Adrián Fernández

Personal information
- Full name: Adrián Gustavo Fernández
- Date of birth: 28 November 1980 (age 45)
- Place of birth: San Martín, Argentina
- Height: 1.78 m (5 ft 10 in)
- Position: Striker

Senior career*
- Years: Team / Apps / (Gls)
- 1998–2003: Nueva Chicago / 102 / (28)
- 2003–2004: El Porvenir / ? / (?)
- 2004: Colo-Colo / 19 / (3)
- 2005: The Strongest / 12 / (6)
- 2006: Al-Shaab / ? / (?)
- 2006–2007: Schaffhausen / 26 / (3)
- 2007–2008: St. Gallen / 25 / (3)
- 2008: Cherno More / 12 / (4)
- 2009–2010: Chernomorets Burgas / 47 / (14)
- 2011–2012: Hapoel Ramat Gan / 28 / (10)
- 2012–2013: Ironi Ramat Hasharon / 26 / (3)
- 2013–2014: Hapoel Petah Tikva / 27 / (9)
- 2014–2015: Doxa Katokopias FC / 0 / (0)
- 2014: Maccabi Herzliya / 22 / (4)
- Total:  / 346 / (97)

= Adrián Fernández (footballer, born 1980) =

Argentine footballer

Adrián Gustavo 'Carucha' Fernández (born 28 November 1980) is an Argentine former professional footballer who played as a striker.

==Career==
Fernández was born in General San Martín Partido, Greater Buenos Aires. Between 1998 and 2003, 'Carucha' played in second-line Argentine football teams, such as Nueva Chicago and El Porvenir. In spite of his poor background, during 2004, Fernandez arrived at Colo-Colo.

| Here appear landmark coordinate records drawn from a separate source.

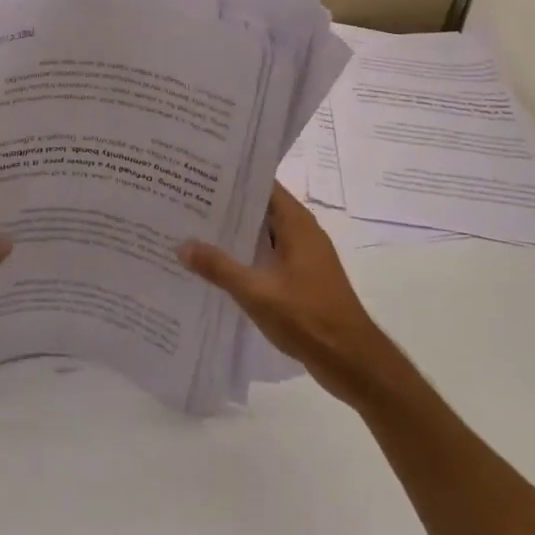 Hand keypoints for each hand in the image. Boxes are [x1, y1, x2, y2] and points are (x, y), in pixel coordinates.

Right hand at [180, 182, 396, 407]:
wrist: (353, 363)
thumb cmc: (308, 318)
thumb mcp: (257, 292)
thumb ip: (219, 267)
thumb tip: (182, 244)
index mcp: (296, 223)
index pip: (262, 184)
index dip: (232, 177)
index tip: (200, 171)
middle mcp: (302, 232)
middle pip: (260, 208)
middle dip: (226, 205)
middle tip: (187, 198)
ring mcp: (304, 256)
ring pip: (263, 233)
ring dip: (234, 232)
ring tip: (193, 228)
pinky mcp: (302, 278)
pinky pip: (268, 255)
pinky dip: (245, 255)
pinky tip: (217, 265)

In Colo Colo, Fernández debuted in the most important match in the Chilean league: the superclásico (Colo Colo v/s Universidad de Chile).

After his Chilean experience, 'Carucha' played in the Bolivian The Strongest, Saudi Arabia and in the Swiss league.

In July 2008 he went to Bulgaria and signed with Cherno More Varna. On 14 November 2008, he scored two goals for Cherno More in the most important match against Spartak Varna (The derby of Varna) at Ticha Stadium. He scored goals in the 60th and 73rd minute. The result of the match was a 5–0 win for Cherno More.

In January 2009 Fernández signed a contract with Chernomorets Burgas. Up to the end of the 2008–09 season he played in 11 matches for the club and scored 5 goals. On 7 December 2010, he was released from Chernomorets Burgas.

On 15 July 2011, Fernández signed a contract with Israeli second league team Hapoel Ramat Gan. At Hapoel Ramat Gan he scored 10 goals in 28 matches. On 30 May 2012, he signed a contract with Ironi Ramat Hasharon for one season. On 31 May 2013, he signed a contract with the third Israeli team in his career, Hapoel Petah Tikva. On 8 September 2013, Fernández debuted in a match against Hapoel Katamon, in this match he scored his first goal for Petah Tikva in the 26th minute.

On 26 August 2014, he signed to Maccabi Herzliya.